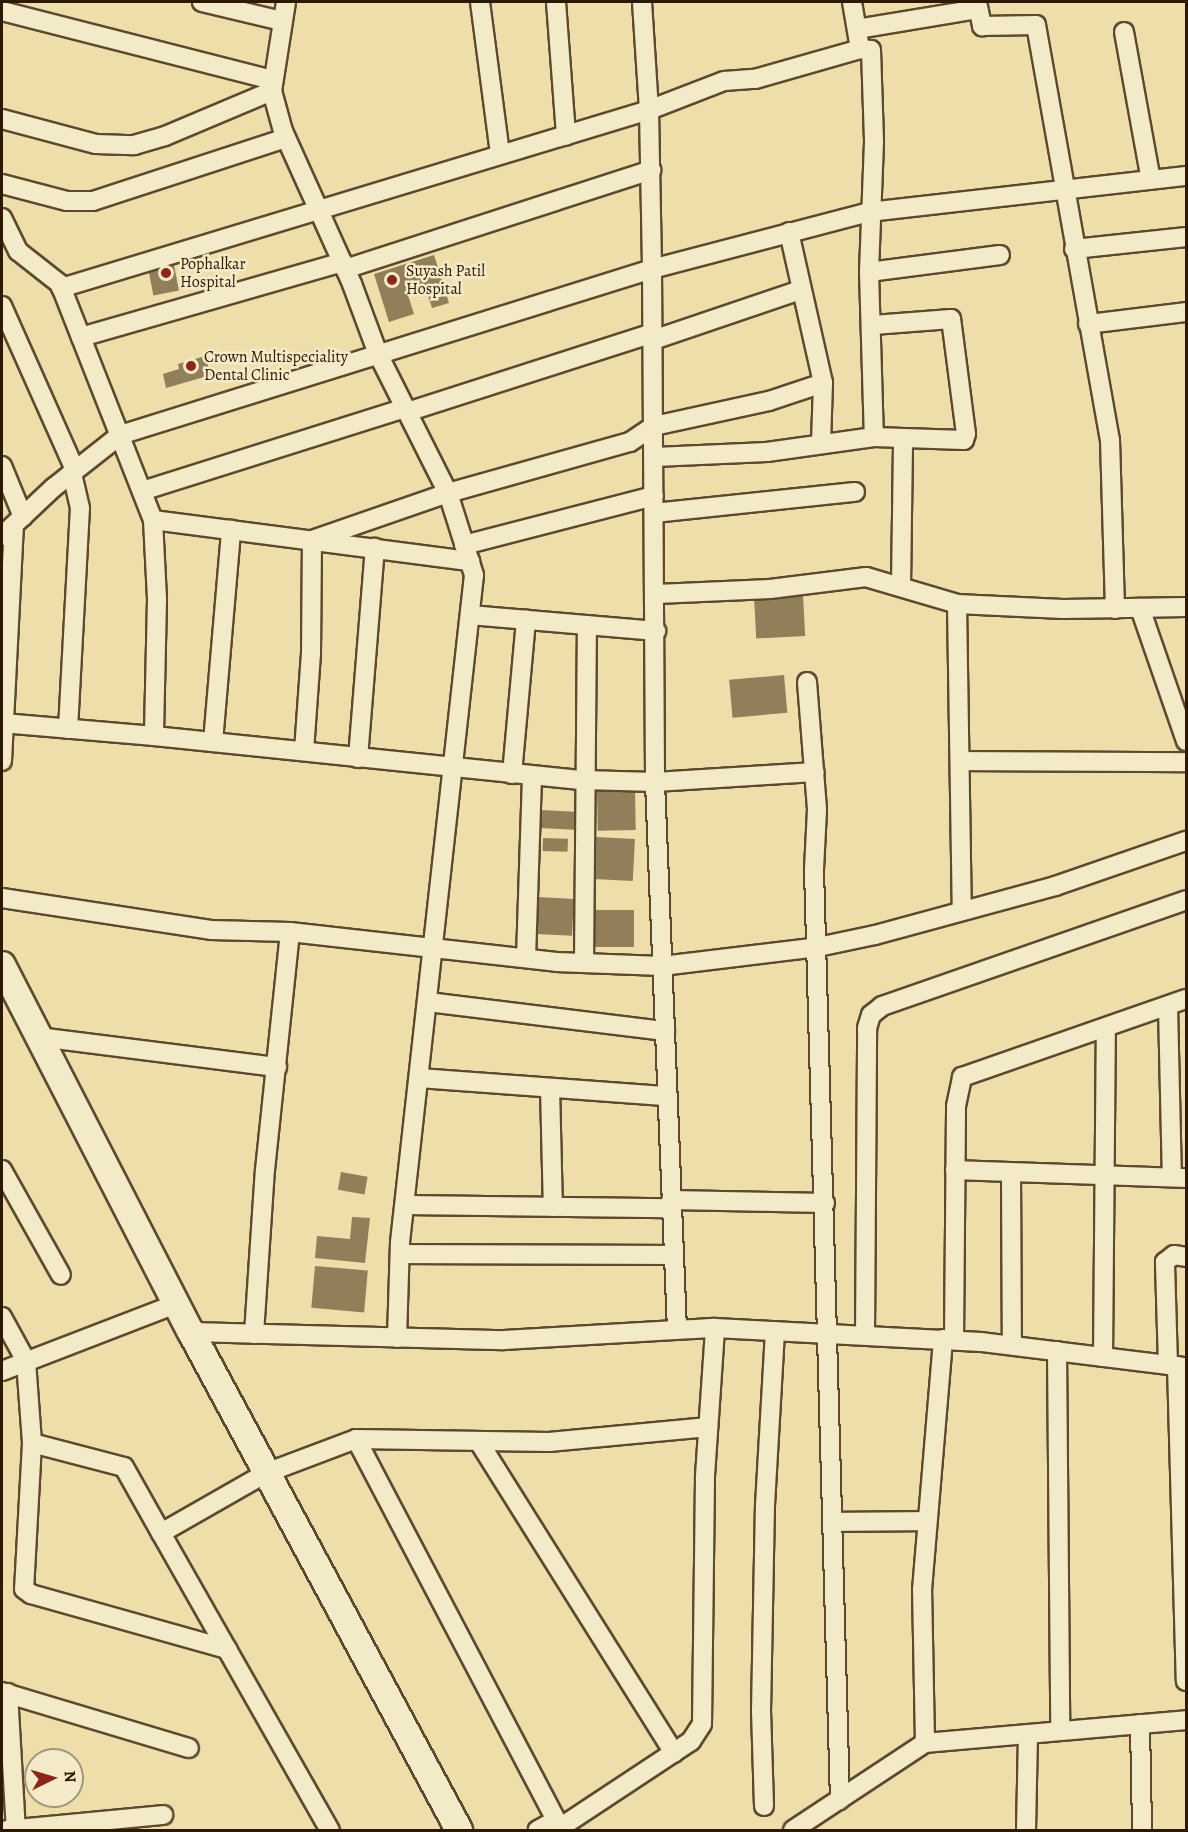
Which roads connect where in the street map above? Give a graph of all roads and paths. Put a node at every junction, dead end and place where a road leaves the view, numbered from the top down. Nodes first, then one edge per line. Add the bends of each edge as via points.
1 (202, 2) edge
2 (286, 2) edge
3 (480, 2) edge
4 (556, 2) edge
5 (642, 2) edge
6 (852, 2) edge
7 (978, 5) edge
8 (2, 11) edge
9 (282, 21) junction
10 (857, 30) junction
11 (1124, 32) dead end
12 (860, 49) junction
13 (273, 85) junction
14 (649, 110) junction
15 (2, 118) edge
16 (566, 136) junction
17 (286, 138) junction
18 (500, 154) junction
19 (651, 170) junction
20 (1186, 176) edge
21 (1151, 180) junction
22 (2, 184) edge
23 (1064, 187) junction
24 (319, 210) junction
25 (869, 212) junction
26 (2, 218) edge
27 (789, 232) junction
28 (1186, 237) edge
29 (8, 244) edge
30 (1074, 249) junction
31 (1000, 255) dead end
32 (344, 266) junction
33 (652, 269) junction
34 (869, 272) junction
35 (61, 288) junction
36 (801, 290) junction
37 (2, 306) edge
38 (1186, 312) edge
39 (1088, 324) junction
40 (873, 325) junction
41 (81, 337) junction
42 (653, 337) junction
43 (378, 354) junction
44 (823, 383) junction
45 (406, 410) junction
46 (654, 426) junction
47 (120, 435) junction
48 (874, 436) junction
49 (903, 439) junction
50 (821, 442) junction
51 (655, 457) junction
52 (2, 466) edge
53 (73, 471) junction
54 (142, 491) junction
55 (855, 492) dead end
56 (448, 493) junction
57 (654, 504) junction
58 (153, 520) junction
59 (13, 526) edge
60 (231, 530) junction
61 (312, 540) junction
62 (375, 548) junction
63 (467, 553) junction
64 (901, 587) junction
65 (657, 594) junction
66 (957, 604) junction
67 (1186, 607) edge
68 (1140, 608) junction
69 (1115, 609) junction
70 (470, 615) junction
71 (526, 620) junction
72 (587, 625) junction
73 (656, 631) junction
74 (807, 682) dead end
75 (3, 723) junction
76 (68, 729) junction
77 (154, 736) junction
78 (1186, 741) edge
79 (213, 742) junction
80 (304, 751) junction
81 (358, 758) junction
82 (2, 761) edge
83 (960, 761) junction
84 (1186, 762) edge
85 (453, 768) junction
86 (815, 772) junction
87 (512, 774) junction
88 (532, 776) junction
89 (583, 780) junction
90 (655, 782) junction
91 (1186, 841) edge
92 (2, 898) edge
93 (1186, 900) edge
94 (962, 911) junction
95 (290, 932) junction
96 (435, 947) junction
97 (818, 948) junction
98 (526, 958) junction
99 (584, 963) junction
100 (2, 965) edge
101 (662, 966) junction
102 (1186, 999) edge
103 (428, 1002) junction
104 (1168, 1006) junction
105 (1106, 1028) junction
106 (664, 1031) junction
107 (39, 1037) junction
108 (277, 1067) junction
109 (419, 1078) junction
110 (550, 1088) junction
111 (667, 1096) junction
112 (2, 1170) edge
113 (955, 1170) junction
114 (1011, 1173) junction
115 (1104, 1176) junction
116 (1179, 1177) edge
117 (825, 1203) junction
118 (670, 1204) junction
119 (405, 1205) junction
120 (553, 1207) junction
121 (400, 1254) junction
122 (672, 1255) junction
123 (1186, 1257) edge
124 (61, 1275) dead end
125 (176, 1304) junction
126 (2, 1317) edge
127 (714, 1328) junction
128 (677, 1330) junction
129 (775, 1330) junction
130 (191, 1332) junction
131 (828, 1333) junction
132 (254, 1334) junction
133 (865, 1335) junction
134 (397, 1338) junction
135 (948, 1340) junction
136 (1012, 1345) junction
137 (1058, 1351) junction
138 (1103, 1357) junction
139 (26, 1361) junction
140 (1177, 1366) edge
141 (2, 1371) edge
142 (708, 1427) junction
143 (356, 1439) junction
144 (479, 1442) junction
145 (32, 1443) junction
146 (267, 1473) junction
147 (926, 1521) junction
148 (833, 1522) junction
149 (161, 1533) junction
150 (1184, 1538) edge
151 (227, 1649) junction
152 (1186, 1681) edge
153 (5, 1693) edge
154 (1186, 1720) edge
155 (1140, 1724) junction
156 (1060, 1731) junction
157 (1028, 1734) junction
158 (925, 1743) junction
159 (189, 1748) dead end
160 (674, 1752) junction
161 (840, 1800) junction
162 (764, 1806) dead end
163 (163, 1815) dead end
164 (560, 1826) edge
165 (11, 1830) edge
166 (330, 1830) edge
167 (459, 1830) edge
168 (538, 1830) edge
169 (793, 1830) edge
170 (1026, 1830) edge
171 (1142, 1830) edge

1 - 9 street
2 - 9 street
3 - 18 street
4 - 16 street
5 - 14 street
6 - 10 street
7 - 10 street
7 - 23 street via 982,26 1036,25
8 - 13 street
9 - 13 street
10 - 12 street
11 - 21 street
12 - 14 street via 755,79 724,81
12 - 25 street via 871,50 873,142
13 - 15 street via 165,136 134,145 96,144
13 - 17 street
14 - 16 street
14 - 19 street
16 - 18 street
17 - 22 street via 93,201 67,201
17 - 24 street
18 - 24 street
19 - 32 street
19 - 33 street
20 - 21 street
21 - 23 street
23 - 25 street
23 - 30 street
24 - 32 street
24 - 35 street
25 - 27 street
25 - 34 street
26 - 29 street
27 - 33 street
27 - 36 street
28 - 30 street
29 - 35 street
30 - 39 street
31 - 34 street
32 - 41 street
32 - 43 street
33 - 42 street
33 - 43 street
34 - 40 street
35 - 41 street
36 - 42 street
36 - 44 street
37 - 53 street
38 - 39 street
39 - 69 street via 1110,440
40 - 48 street
40 - 49 street via 945,317 954,325 966,434 957,441
41 - 47 street
42 - 45 street
42 - 46 street
43 - 45 street
43 - 47 street
44 - 46 street via 769,401
44 - 50 street
45 - 54 street
45 - 56 street
46 - 51 street
46 - 56 street via 630,442
47 - 53 street
47 - 54 street
48 - 49 street
48 - 50 street
49 - 64 street
50 - 51 street via 768,452
51 - 57 street
52 - 59 street
53 - 59 street
53 - 76 street via 80,508
54 - 58 street
55 - 57 street
56 - 61 street
56 - 63 street
57 - 63 street
57 - 65 street
58 - 60 street
58 - 77 street via 157,600
59 - 75 street
60 - 61 street
60 - 79 street
61 - 62 street
61 - 80 street via 311,654
62 - 63 street
62 - 81 street
63 - 70 street via 474,575
64 - 65 street via 866,577 770,589
64 - 66 street
65 - 73 street
66 - 69 street
66 - 83 street
67 - 68 street
68 - 69 street
68 - 78 street
70 - 71 street
70 - 85 street
71 - 72 street
71 - 87 street
72 - 73 street
72 - 89 street
73 - 90 street
74 - 86 street
75 - 76 street
75 - 82 street
76 - 77 street
77 - 79 street
79 - 80 street
80 - 81 street
81 - 85 street
83 - 84 street
83 - 94 street
85 - 87 street
85 - 96 street
86 - 90 street
86 - 97 street
87 - 88 street
88 - 89 street
88 - 98 street
89 - 90 street
89 - 99 street
90 - 101 street
91 - 94 street via 1055,886
92 - 95 street via 211,930
93 - 133 street via 882,1006 871,1015 867,1028
94 - 97 street
95 - 96 street
95 - 108 street
96 - 98 street
96 - 103 street
97 - 101 street
97 - 117 street
98 - 99 street
99 - 101 street
100 - 107 street
101 - 106 street
102 - 104 street
103 - 106 street
103 - 109 street
104 - 105 street
104 - 116 street
105 - 113 street via 962,1077 956,1106
105 - 115 street
106 - 111 street
107 - 108 street
107 - 125 street
108 - 132 street via 265,1170
109 - 110 street
109 - 119 street
110 - 111 street
110 - 120 street
111 - 118 street
112 - 124 street
113 - 114 street
113 - 135 street
114 - 115 street
114 - 136 street
115 - 116 street
115 - 138 street
117 - 118 street
117 - 131 street
118 - 120 street
118 - 122 street
119 - 120 street
119 - 121 street
121 - 122 street
121 - 134 street
122 - 128 street
123 - 140 street via 1174,1255 1165,1262
125 - 130 street
125 - 139 street
126 - 139 street
127 - 128 street
127 - 129 street
127 - 142 street
128 - 134 street via 504,1340
129 - 131 street
129 - 162 street via 765,1505 761,1712
130 - 132 street
130 - 146 street
131 - 133 street
131 - 148 street
132 - 134 street
133 - 135 street
135 - 136 street
135 - 147 street
136 - 137 street
137 - 138 street
137 - 156 street
138 - 140 street
139 - 141 street
139 - 145 street
140 - 150 street
142 - 144 street via 549,1442
142 - 160 street via 702,1724 692,1741
143 - 144 street
143 - 146 street
143 - 164 street
144 - 160 street
145 - 149 street via 124,1467
145 - 151 street via 24,1589
146 - 149 street
146 - 167 street
147 - 148 street
147 - 158 street via 921,1664
148 - 161 street
149 - 151 street
150 - 152 street
151 - 166 street
153 - 159 street
153 - 165 street
154 - 155 street
155 - 156 street
155 - 171 street
156 - 157 street
157 - 158 street
157 - 170 street
158 - 161 street
160 - 164 street
161 - 169 street
163 - 165 street
164 - 168 street

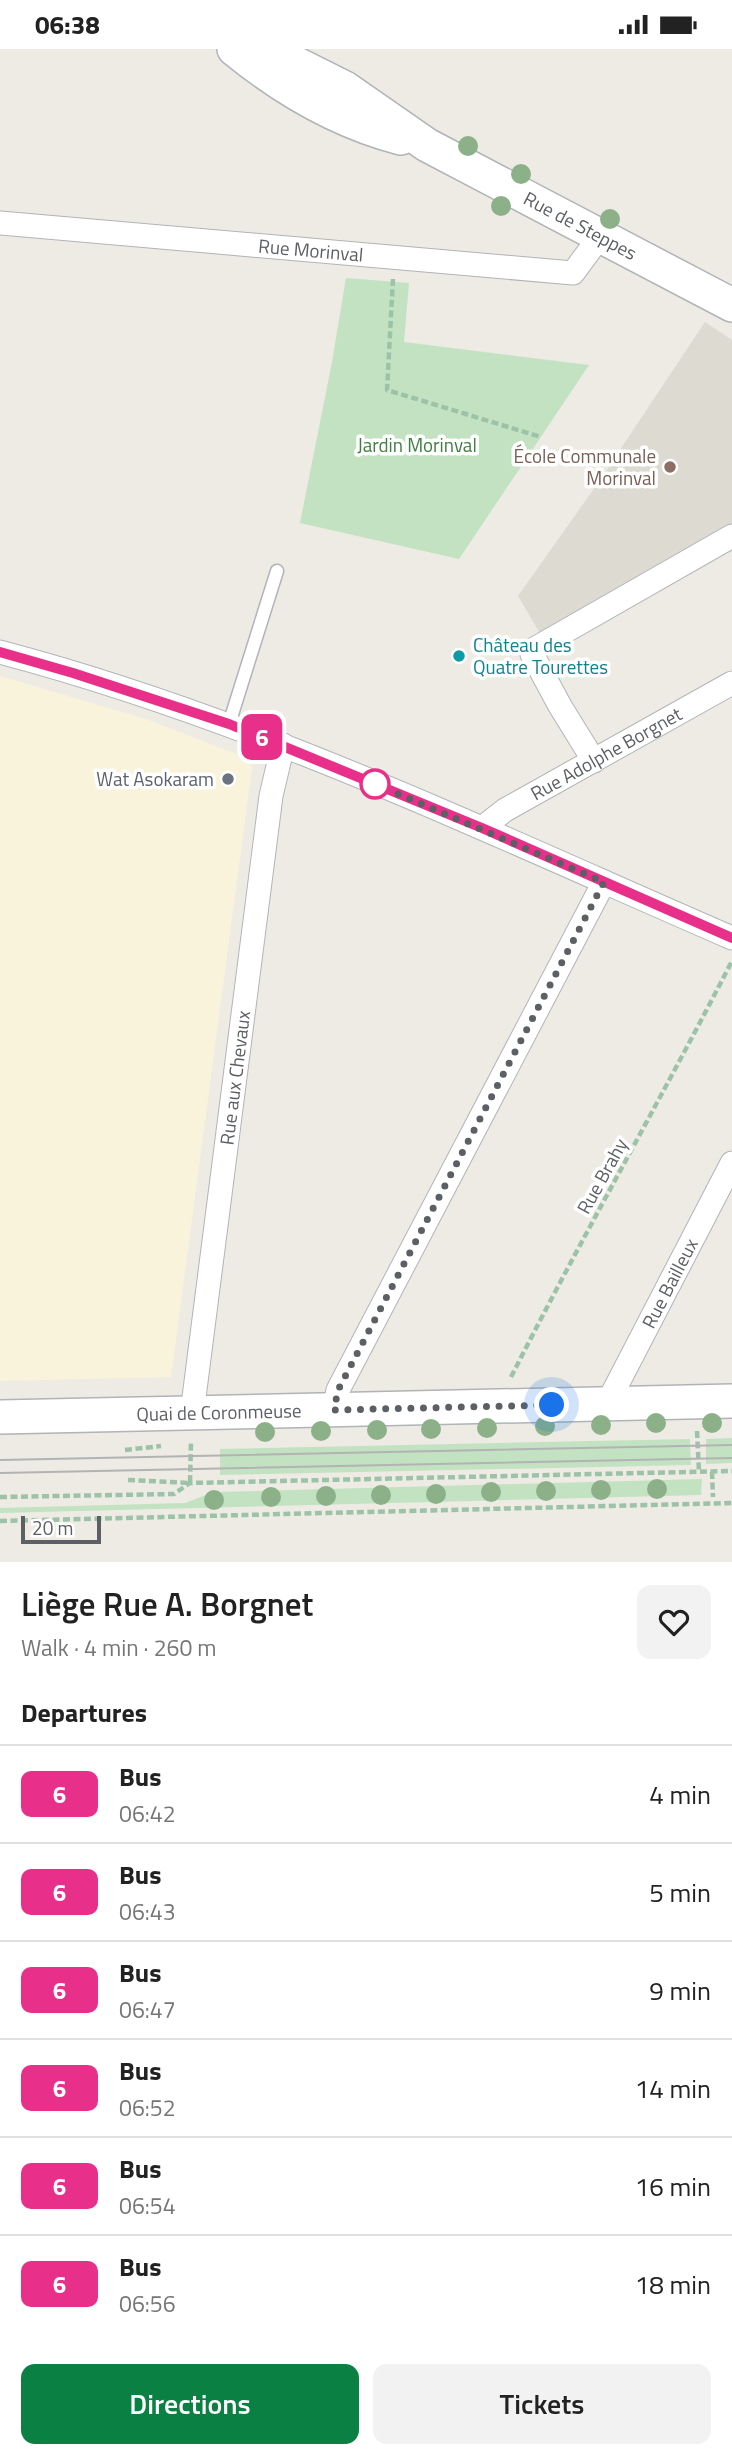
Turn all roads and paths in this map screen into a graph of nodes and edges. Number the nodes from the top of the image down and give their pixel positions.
1 (234, 49) edge
2 (261, 49) edge
3 (427, 145) junction
4 (0, 223) edge
5 (601, 235) junction
6 (394, 257) junction
7 (732, 305) edge
8 (541, 437) dead end
9 (732, 536) edge
10 (278, 571) dead end
11 (0, 652) edge
12 (732, 684) edge
13 (229, 724) junction
14 (283, 745) junction
15 (594, 761) junction
16 (482, 828) junction
17 (604, 882) junction
18 (732, 938) edge
19 (732, 960) edge
20 (732, 1163) edge
21 (732, 1401) edge
22 (697, 1402) junction
23 (607, 1404) junction
24 (496, 1406) junction
25 (334, 1410) junction
26 (192, 1413) junction
27 (0, 1417) edge
28 (172, 1446) dead end
29 (181, 1446) dead end
30 (125, 1450) dead end
31 (732, 1471) edge
32 (699, 1472) junction
33 (712, 1472) junction
34 (128, 1480) dead end
35 (190, 1483) junction
36 (0, 1497) edge
37 (713, 1497) dead end
38 (732, 1503) edge
39 (0, 1521) edge

1 - 3 street, Rue de Steppes
2 - 3 street, Rue de Steppes
3 - 5 street, Rue de Steppes
4 - 6 street, Rue Morinval
5 - 6 street, Rue Morinval
5 - 7 street, Rue de Steppes
6 - 8 path
9 - 15 street
10 - 13 lane
11 - 13 street
12 - 15 street, Rue Adolphe Borgnet
13 - 14 street
14 - 16 street
14 - 26 street, Rue aux Chevaux
15 - 16 street, Rue Adolphe Borgnet
16 - 17 street
17 - 18 street
17 - 25 street
19 - 24 path, Rue Brahy
20 - 23 street, Rue Bailleux
21 - 22 street, Quai de Coronmeuse
22 - 23 street, Quai de Coronmeuse
22 - 32 path
23 - 24 street, Quai de Coronmeuse
24 - 25 street, Quai de Coronmeuse
25 - 26 street, Quai de Coronmeuse
26 - 27 street, Quai de Coronmeuse
28 - 30 path
29 - 35 path
31 - 33 path
32 - 33 path
32 - 35 path
33 - 37 path
34 - 35 path
35 - 36 path
38 - 39 path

### EXERCISE DIRECTIONS
For the word "from", show every line of the entries that holds it.

### OUTPUT FOR THIS EXERCISE
Which roads connect where in the street map above? Give a graph of all roads and paths. Put a node at every junction, dead end and place where a road leaves the view, numbered from the top down. Nodes first, then one edge per line. Add the bends of each edge as via points.
Turn all roads and paths in this map screen into a graph of nodes and edges. Number the nodes from the top of the image down and give their pixel positions.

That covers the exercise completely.